Susi Dennison, senior policy fellow at the European Council on Foreign Relations (ECFR) think-tank, said that while Germany had done a “good sticking plaster job” by replacing gas volumes with power from the spot market, it had lost its standing as a thought-leader in clean energy.

“To me what’s really absent in Germany’s strategy is a similar attention to a rapid scaling up of renewables, that now is the time to invest in the infrastructure of hydrogen and wind power, to replace gas.”

In March, Economy Minister Robert Habeck set a target of replacing Russian energy by mid-2024, although many economists and power industry players believe this is too ambitious.

For instance, Marcel Fratzscher, president of the German Institute for Economic Research, and Markus Krebber, CEO of Germany’s biggest power producer RWE, reckon it will happen no sooner than 2025, and only then if alternative sources were found or expanded rapidly.

On the LNG front, too, there’s a mountain to climb.

Germany has no LNG infrastructure of its own because its longstanding reliance on Russian gas, so is only now starting to build its LNG import capability.

For the time being, it plans to rely on six floating import terminals to help diversify gas supply, the first of which is due to arrive on Thursday. Three are meant to come online this winter, with the rest to be deployed at the end of 2023, bringing total capacity to at least 29.5 bcm a year.

RWE, Uniper and smaller peer EnBW have pledged to come up with the volumes to make sure the terminals run at full capacity until the end of March 2024. Nonetheless, it remains unclear where the volumes will come from.

Germany has only struck two firm LNG deals since the complete halt of Russian gas supplies in the summer, modest short-term agreements for the next two winter seasons, according to data from the ECFR.

The first is a 1 bcm a year deal between Australia’s Woodside and Uniper, which has since become the subject of Germany’s largest ever corporate bailout. The second was struck between Abu Dhabi National Oil Company and RWE and covers a delivery of 137,000 cubic meters in December and unspecified further shipments in 2023.

Uniper and RWE said they would be able to ensure further supplies via its their LNG portfolio, without giving further details. EnBW said supply contracts were still being worked out and that it was looking for opportunities in the market.

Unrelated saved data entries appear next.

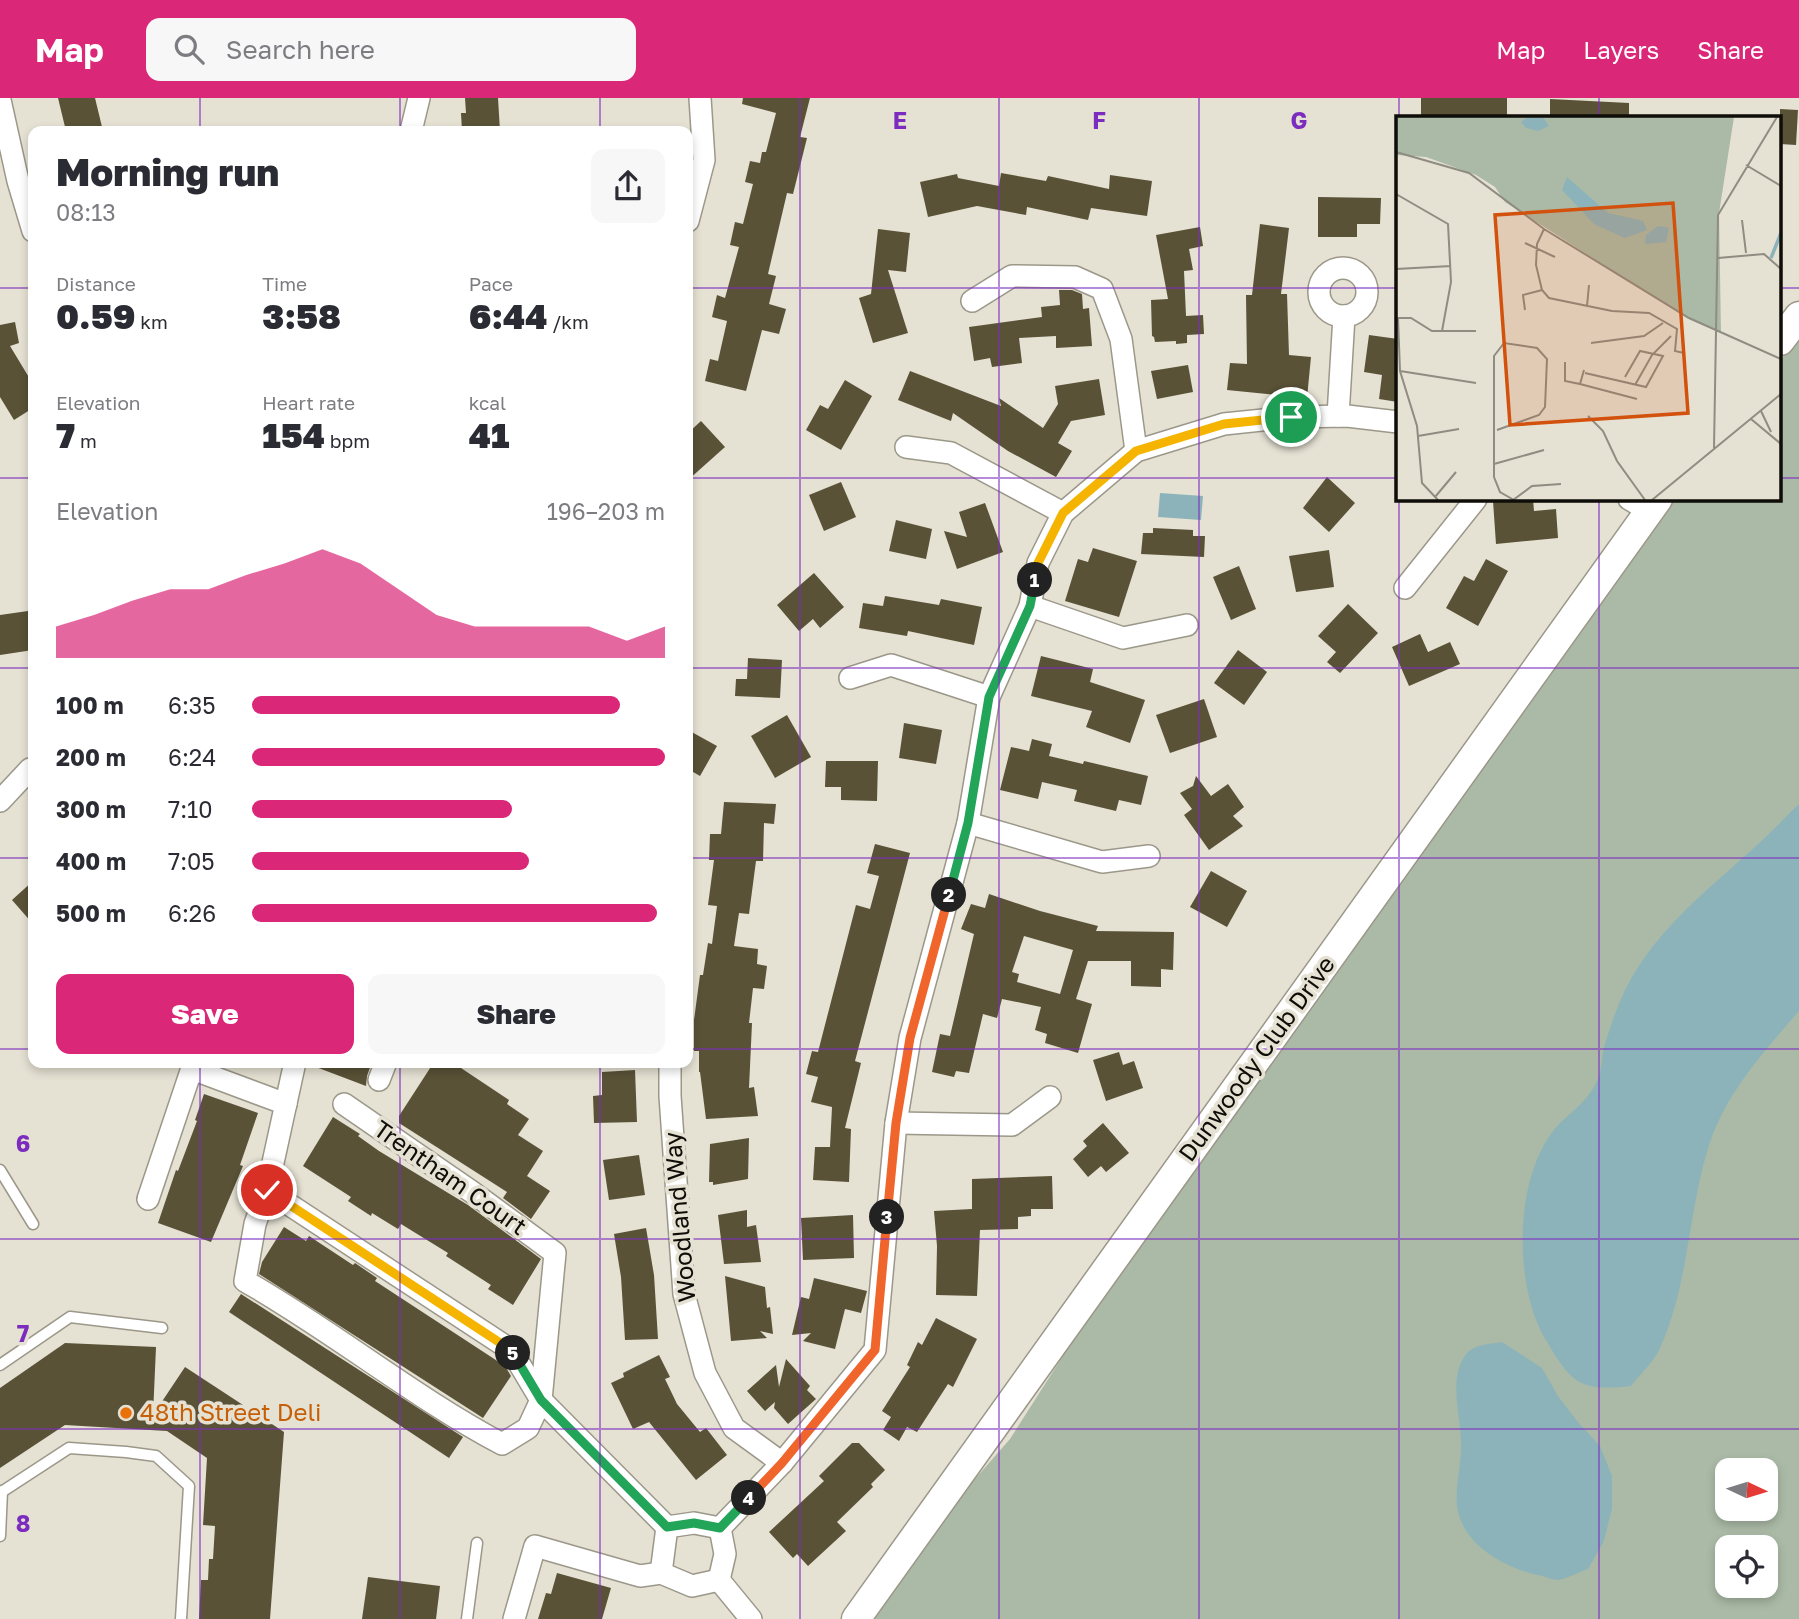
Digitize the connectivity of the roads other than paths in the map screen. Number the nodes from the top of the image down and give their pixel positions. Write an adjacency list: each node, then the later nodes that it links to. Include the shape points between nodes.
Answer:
1 (419, 98): 4 (street)
2 (700, 98): 5 (street, via 704,160)
3 (0, 100): 6 (street)
4 (412, 126)
5 (693, 202)
6 (28, 214)
7 (972, 301): 14 (street, via 1012,276 1075,277 1102,289 1121,339)
8 (1344, 316): 11 (street)
9 (1799, 316): 10 (street)
10 (1782, 338)
11 (1338, 416): 12 (street); 14 (street, via 1224,424)
12 (1396, 422)
13 (906, 447): 17 (street, via 951,453)
14 (1136, 451): 17 (street)
15 (1474, 500): 18 (street)
16 (1645, 503): 54 (street, Dunwoody Club Drive)
17 (1063, 513): 19 (street, via 1038,563)
18 (1405, 588)
19 (1030, 606): 20 (street, via 1123,638); 22 (street)
20 (1187, 625)
21 (850, 678): 22 (street, via 891,665)
22 (989, 697): 25 (street)
23 (28, 771): 24 (street)
24 (0, 801)
25 (968, 823): 26 (street, via 1102,862); 34 (street, via 910,1038)
26 (1149, 856)
27 (192, 1068): 37 (street)
28 (198, 1068): 32 (street)
29 (294, 1068): 32 (street)
30 (670, 1068): 42 (street, Woodland Way, via 684,1294 705,1373 734,1428)
31 (1050, 1097): 34 (street, via 1012,1125)
32 (286, 1104): 36 (street)
33 (344, 1104): 41 (street, Trentham Court, via 555,1253)
34 (896, 1123): 42 (street, via 875,1350)
35 (0, 1170): 38 (lane)
36 (267, 1190): 41 (street, via 511,1350); 41 (street, via 255,1224 245,1281 457,1420 502,1444 528,1428)
37 (148, 1199)
38 (33, 1224)
39 (162, 1328): 40 (lane, via 70,1317)
40 (0, 1365)
41 (541, 1400): 44 (street)
42 (782, 1463): 45 (street)
43 (1, 1492): 46 (lane); 50 (lane, via 69,1448 156,1457 189,1486)
44 (667, 1527): 45 (street, via 694,1523); 48 (street)
45 (720, 1528): 49 (street, via 726,1554)
46 (0, 1536)
47 (477, 1544): 51 (lane)
48 (661, 1573): 49 (street, via 692,1586); 52 (street, via 640,1576 535,1546)
49 (719, 1580): 53 (street)
50 (181, 1619)
51 (467, 1619)
52 (514, 1619)
53 (751, 1619)
54 (856, 1619)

The hectic travel schedule of Habeck and Chancellor Olaf Scholz point to the difficulties in securing major long-term deals that could wean Germany off pricey spot power. They have criss-crossed the globe this year to hunt for additional volumes, including trips to Canada, Qatar, and Norway.

“I think Germany has been doing whatever it can,” said Giovanni Sgaravatti, research analyst at the Bruegel think-tank. “In the LNG market Germany had to start from scratch, which isn’t easy.”